§ What you will do: Please filter the data down to the lines that include the word "Buren" and copy them.

§ Data excerpts:
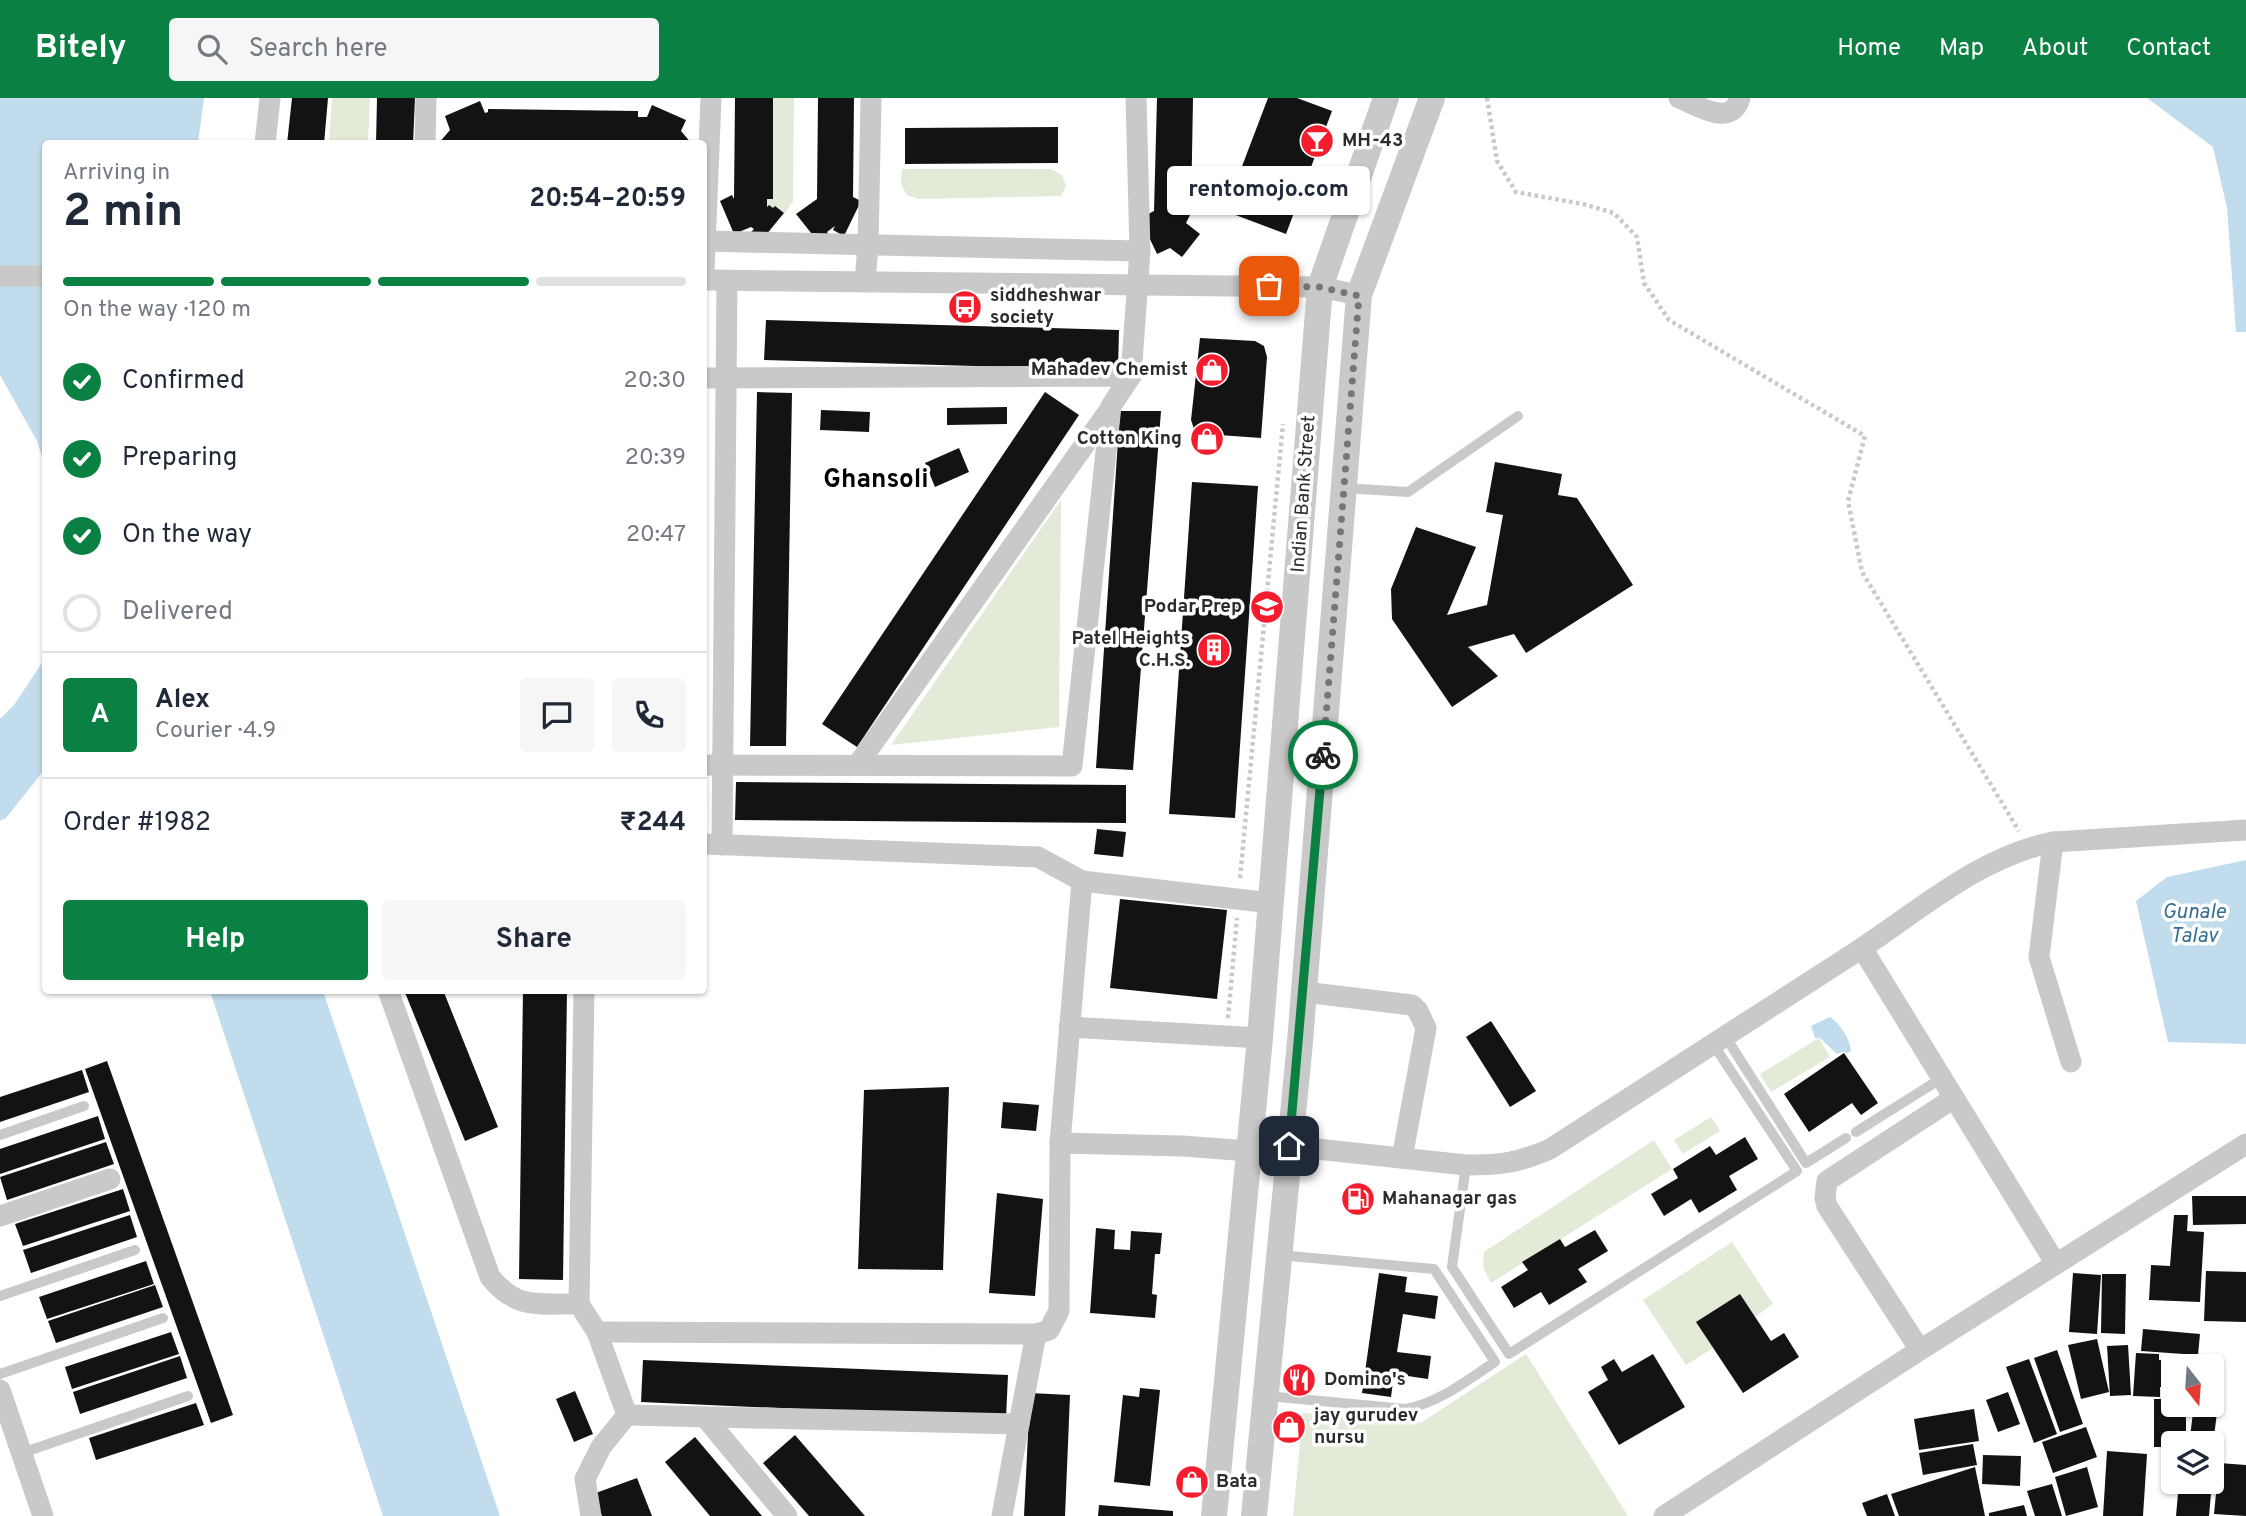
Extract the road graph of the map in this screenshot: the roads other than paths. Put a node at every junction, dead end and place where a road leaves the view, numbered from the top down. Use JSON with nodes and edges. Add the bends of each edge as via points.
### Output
{"nodes":[{"id":1,"x":270,"y":98,"type":"edge"},
{"id":2,"x":426,"y":98,"type":"edge"},
{"id":3,"x":711,"y":98,"type":"edge"},
{"id":4,"x":871,"y":98,"type":"edge"},
{"id":5,"x":1136,"y":98,"type":"edge"},
{"id":6,"x":1386,"y":98,"type":"edge"},
{"id":7,"x":1432,"y":98,"type":"edge"},
{"id":8,"x":1679,"y":98,"type":"edge"},
{"id":9,"x":1740,"y":98,"type":"edge"},
{"id":10,"x":265,"y":140,"type":"edge"},
{"id":11,"x":425,"y":140,"type":"edge"},
{"id":12,"x":707,"y":180,"type":"edge"},
{"id":13,"x":707,"y":241,"type":"edge"},
{"id":14,"x":868,"y":245,"type":"junction"},
{"id":15,"x":1140,"y":251,"type":"junction"},
{"id":16,"x":0,"y":276,"type":"edge"},
{"id":17,"x":42,"y":276,"type":"edge"},
{"id":18,"x":707,"y":280,"type":"edge"},
{"id":19,"x":727,"y":280,"type":"junction"},
{"id":20,"x":865,"y":282,"type":"junction"},
{"id":21,"x":1138,"y":285,"type":"junction"},
{"id":22,"x":1320,"y":287,"type":"junction"},
{"id":23,"x":1359,"y":296,"type":"junction"},
{"id":24,"x":726,"y":376,"type":"junction"},
{"id":25,"x":1131,"y":376,"type":"junction"},
{"id":26,"x":707,"y":378,"type":"edge"},
{"id":27,"x":1111,"y":406,"type":"junction"},
{"id":28,"x":1518,"y":416,"type":"dead end"},
{"id":29,"x":1344,"y":488,"type":"junction"},
{"id":30,"x":858,"y":764,"type":"junction"},
{"id":31,"x":713,"y":765,"type":"edge"},
{"id":32,"x":2246,"y":830,"type":"edge"},
{"id":33,"x":2053,"y":842,"type":"junction"},
{"id":34,"x":713,"y":845,"type":"edge"},
{"id":35,"x":1082,"y":881,"type":"junction"},
{"id":36,"x":1271,"y":903,"type":"junction"},
{"id":37,"x":1862,"y":948,"type":"junction"},
{"id":38,"x":1304,"y":992,"type":"junction"},
{"id":39,"x":389,"y":994,"type":"edge"},
{"id":40,"x":583,"y":994,"type":"edge"},
{"id":41,"x":1069,"y":1027,"type":"junction"},
{"id":42,"x":1260,"y":1038,"type":"junction"},
{"id":43,"x":1719,"y":1040,"type":"junction"},
{"id":44,"x":2071,"y":1062,"type":"dead end"},
{"id":45,"x":1942,"y":1078,"type":"junction"},
{"id":46,"x":1954,"y":1098,"type":"junction"},
{"id":47,"x":84,"y":1106,"type":"dead end"},
{"id":48,"x":0,"y":1135,"type":"edge"},
{"id":49,"x":1060,"y":1143,"type":"junction"},
{"id":50,"x":2246,"y":1144,"type":"edge"},
{"id":51,"x":1289,"y":1146,"type":"junction"},
{"id":52,"x":1249,"y":1151,"type":"junction"},
{"id":53,"x":1402,"y":1158,"type":"junction"},
{"id":54,"x":1466,"y":1165,"type":"junction"},
{"id":55,"x":110,"y":1179,"type":"dead end"},
{"id":56,"x":0,"y":1216,"type":"edge"},
{"id":57,"x":135,"y":1250,"type":"dead end"},
{"id":58,"x":1279,"y":1255,"type":"junction"},
{"id":59,"x":2056,"y":1264,"type":"junction"},
{"id":60,"x":0,"y":1296,"type":"edge"},
{"id":61,"x":579,"y":1304,"type":"junction"},
{"id":62,"x":163,"y":1318,"type":"dead end"},
{"id":63,"x":597,"y":1332,"type":"junction"},
{"id":64,"x":1036,"y":1334,"type":"junction"},
{"id":65,"x":1920,"y":1350,"type":"junction"},
{"id":66,"x":0,"y":1374,"type":"edge"},
{"id":67,"x":0,"y":1390,"type":"edge"},
{"id":68,"x":1266,"y":1395,"type":"junction"},
{"id":69,"x":188,"y":1396,"type":"dead end"},
{"id":70,"x":627,"y":1415,"type":"junction"},
{"id":71,"x":705,"y":1417,"type":"junction"},
{"id":72,"x":1018,"y":1424,"type":"junction"},
{"id":73,"x":6,"y":1427,"type":"edge"},
{"id":74,"x":22,"y":1453,"type":"junction"},
{"id":75,"x":43,"y":1516,"type":"edge"},
{"id":76,"x":591,"y":1516,"type":"edge"},
{"id":77,"x":786,"y":1516,"type":"edge"},
{"id":78,"x":1002,"y":1516,"type":"edge"},
{"id":79,"x":1214,"y":1516,"type":"edge"},
{"id":80,"x":1254,"y":1516,"type":"edge"},
{"id":81,"x":1664,"y":1516,"type":"edge"}],
"edges":[{"from":1,"to":10,"type":"street"},
{"from":2,"to":11,"type":"street"},
{"from":3,"to":12,"type":"street"},
{"from":4,"to":14,"type":"street"},
{"from":5,"to":15,"type":"street"},
{"from":6,"to":22,"type":"street","name":"Indian Bank Street"},
{"from":7,"to":23,"type":"street","name":"Indian Bank Street"},
{"from":8,"to":9,"type":"street","via":[[1718,114],[1730,113]]},
{"from":13,"to":14,"type":"street"},
{"from":14,"to":15,"type":"street"},
{"from":14,"to":20,"type":"street"},
{"from":15,"to":21,"type":"street"},
{"from":16,"to":17,"type":"street"},
{"from":18,"to":19,"type":"street"},
{"from":19,"to":20,"type":"street"},
{"from":19,"to":24,"type":"street"},
{"from":20,"to":21,"type":"street"},
{"from":21,"to":22,"type":"street"},
{"from":21,"to":25,"type":"street"},
{"from":22,"to":23,"type":"street"},
{"from":22,"to":36,"type":"street","name":"Indian Bank Street"},
{"from":23,"to":29,"type":"street","name":"Indian Bank Street"},
{"from":24,"to":25,"type":"street"},
{"from":24,"to":26,"type":"street"},
{"from":24,"to":31,"type":"street"},
{"from":25,"to":27,"type":"street"},
{"from":27,"to":30,"type":"street"},
{"from":27,"to":30,"type":"street","via":[[1072,766]]},
{"from":28,"to":29,"type":"lane","via":[[1408,492]]},
{"from":29,"to":38,"type":"street","name":"Indian Bank Street"},
{"from":30,"to":31,"type":"street"},
{"from":31,"to":34,"type":"street"},
{"from":32,"to":33,"type":"street"},
{"from":33,"to":37,"type":"street","via":[[2029,847],[1979,869]]},
{"from":33,"to":44,"type":"street","via":[[2039,957]]},
{"from":34,"to":35,"type":"street","via":[[1038,857]]},
{"from":35,"to":36,"type":"street"},
{"from":35,"to":41,"type":"street"},
{"from":36,"to":42,"type":"street","name":"Indian Bank Street"},
{"from":37,"to":43,"type":"street"},
{"from":37,"to":45,"type":"street"},
{"from":38,"to":51,"type":"street","name":"Indian Bank Street"},
{"from":38,"to":53,"type":"street","via":[[1412,1004],[1423,1018],[1426,1028]]},
{"from":39,"to":61,"type":"street","via":[[491,1278],[503,1293],[519,1302]]},
{"from":40,"to":61,"type":"street"},
{"from":41,"to":42,"type":"street"},
{"from":41,"to":49,"type":"street"},
{"from":42,"to":52,"type":"street","name":"Indian Bank Street"},
{"from":43,"to":45,"type":"lane","via":[[1807,1163]]},
{"from":43,"to":54,"type":"street","via":[[1550,1149],[1523,1161]]},
{"from":43,"to":54,"type":"lane","via":[[1797,1171],[1509,1354],[1452,1267]]},
{"from":45,"to":46,"type":"street"},
{"from":46,"to":59,"type":"street"},
{"from":46,"to":65,"type":"street","via":[[1826,1181],[1827,1206]]},
{"from":47,"to":48,"type":"lane"},
{"from":49,"to":52,"type":"street"},
{"from":49,"to":64,"type":"street","via":[[1059,1311],[1049,1330]]},
{"from":50,"to":59,"type":"street"},
{"from":51,"to":52,"type":"street"},
{"from":51,"to":53,"type":"street"},
{"from":51,"to":58,"type":"street","name":"Indian Bank Street"},
{"from":52,"to":79,"type":"street","name":"Indian Bank Street"},
{"from":53,"to":54,"type":"street"},
{"from":55,"to":56,"type":"street"},
{"from":57,"to":60,"type":"lane"},
{"from":58,"to":68,"type":"street","name":"Indian Bank Street"},
{"from":58,"to":68,"type":"lane","via":[[1434,1269],[1495,1362],[1441,1397],[1406,1409]]},
{"from":59,"to":65,"type":"street"},
{"from":61,"to":63,"type":"street"},
{"from":62,"to":66,"type":"lane"},
{"from":63,"to":64,"type":"street"},
{"from":63,"to":70,"type":"street"},
{"from":64,"to":72,"type":"street"},
{"from":65,"to":81,"type":"street"},
{"from":67,"to":73,"type":"street"},
{"from":68,"to":80,"type":"street","name":"Indian Bank Street"},
{"from":69,"to":74,"type":"lane"},
{"from":70,"to":71,"type":"street"},
{"from":70,"to":76,"type":"street","via":[[601,1447],[585,1479]]},
{"from":71,"to":72,"type":"street"},
{"from":71,"to":77,"type":"street"},
{"from":72,"to":78,"type":"street"},
{"from":73,"to":74,"type":"street"},
{"from":74,"to":75,"type":"street"}]}
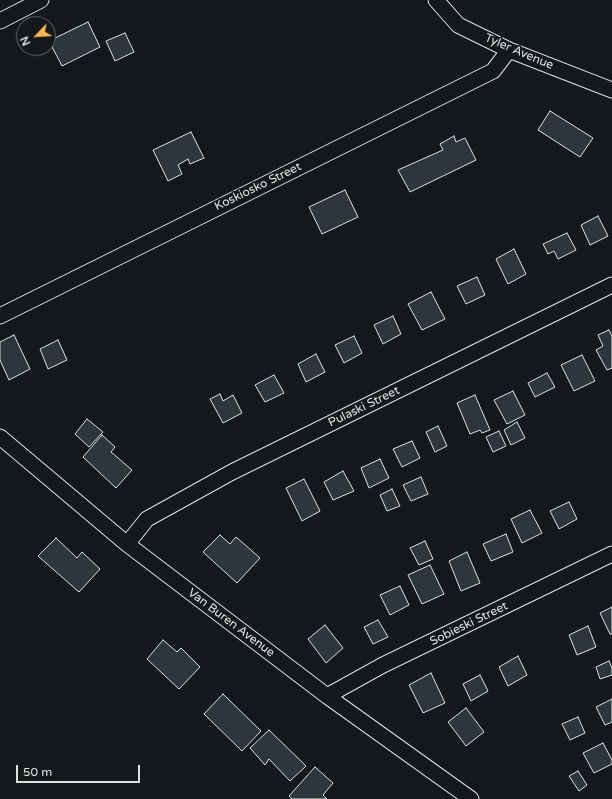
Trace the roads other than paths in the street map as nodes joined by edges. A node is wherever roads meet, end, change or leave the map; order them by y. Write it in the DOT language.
graph roads {
  1 [pos="41,0"];
  2 [pos="436,0"];
  3 [pos="0,22"];
  4 [pos="509,50"];
  5 [pos="612,90"];
  6 [pos="612,285"];
  7 [pos="0,316"];
  8 [pos="0,437"];
  9 [pos="127,544"];
  10 [pos="612,554"];
  11 [pos="327,696"];
  12 [pos="471,799"];
  1 -- 3 [label="street"];
  2 -- 4 [label="street, Tyler Avenue"];
  4 -- 5 [label="street, Tyler Avenue"];
  4 -- 7 [label="street, Koskiosko Street"];
  6 -- 9 [label="street, Pulaski Street"];
  8 -- 9 [label="street, Van Buren Avenue"];
  9 -- 11 [label="street, Van Buren Avenue"];
  10 -- 11 [label="street, Sobieski Street"];
  11 -- 12 [label="street, Van Buren Avenue"];
}
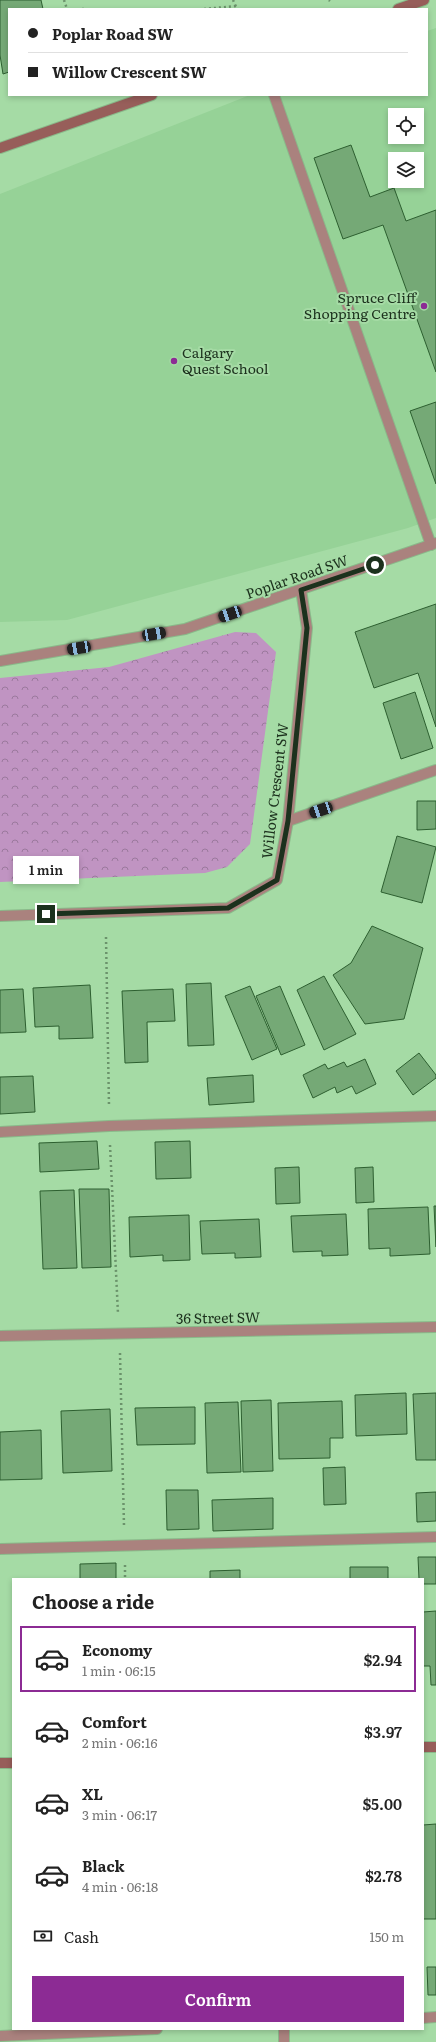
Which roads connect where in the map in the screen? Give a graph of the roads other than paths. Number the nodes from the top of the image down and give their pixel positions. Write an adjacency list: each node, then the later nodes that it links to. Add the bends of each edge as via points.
1 (424, 0): 2 (street)
2 (401, 8)
3 (149, 96): 5 (street)
4 (274, 96): 6 (street)
5 (1, 145)
6 (433, 544): 7 (street, Poplar Road SW)
7 (301, 590): 8 (street, Poplar Road SW, via 184,629); 10 (street, Willow Crescent SW, via 307,628)
8 (0, 661)
9 (436, 770): 10 (street)
10 (288, 821): 11 (street, Willow Crescent SW, via 277,880 228,908)
11 (0, 916)
12 (436, 1116): 13 (street)
13 (0, 1132)
14 (436, 1327): 15 (street, 36 Street SW)
15 (0, 1336)
16 (436, 1537): 17 (street)
17 (0, 1549)
18 (424, 1747): 19 (street)
19 (436, 1747)
20 (0, 1763): 21 (street)
21 (12, 1763)
22 (436, 2017): 23 (street)
23 (424, 2018)
24 (135, 2030): 26 (street)
25 (284, 2030): 27 (street)
26 (0, 2036)
27 (284, 2042)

§ Solution to this problem:
  8 -- 9 [label="street, Van Buren Avenue"];
  9 -- 11 [label="street, Van Buren Avenue"];
  11 -- 12 [label="street, Van Buren Avenue"];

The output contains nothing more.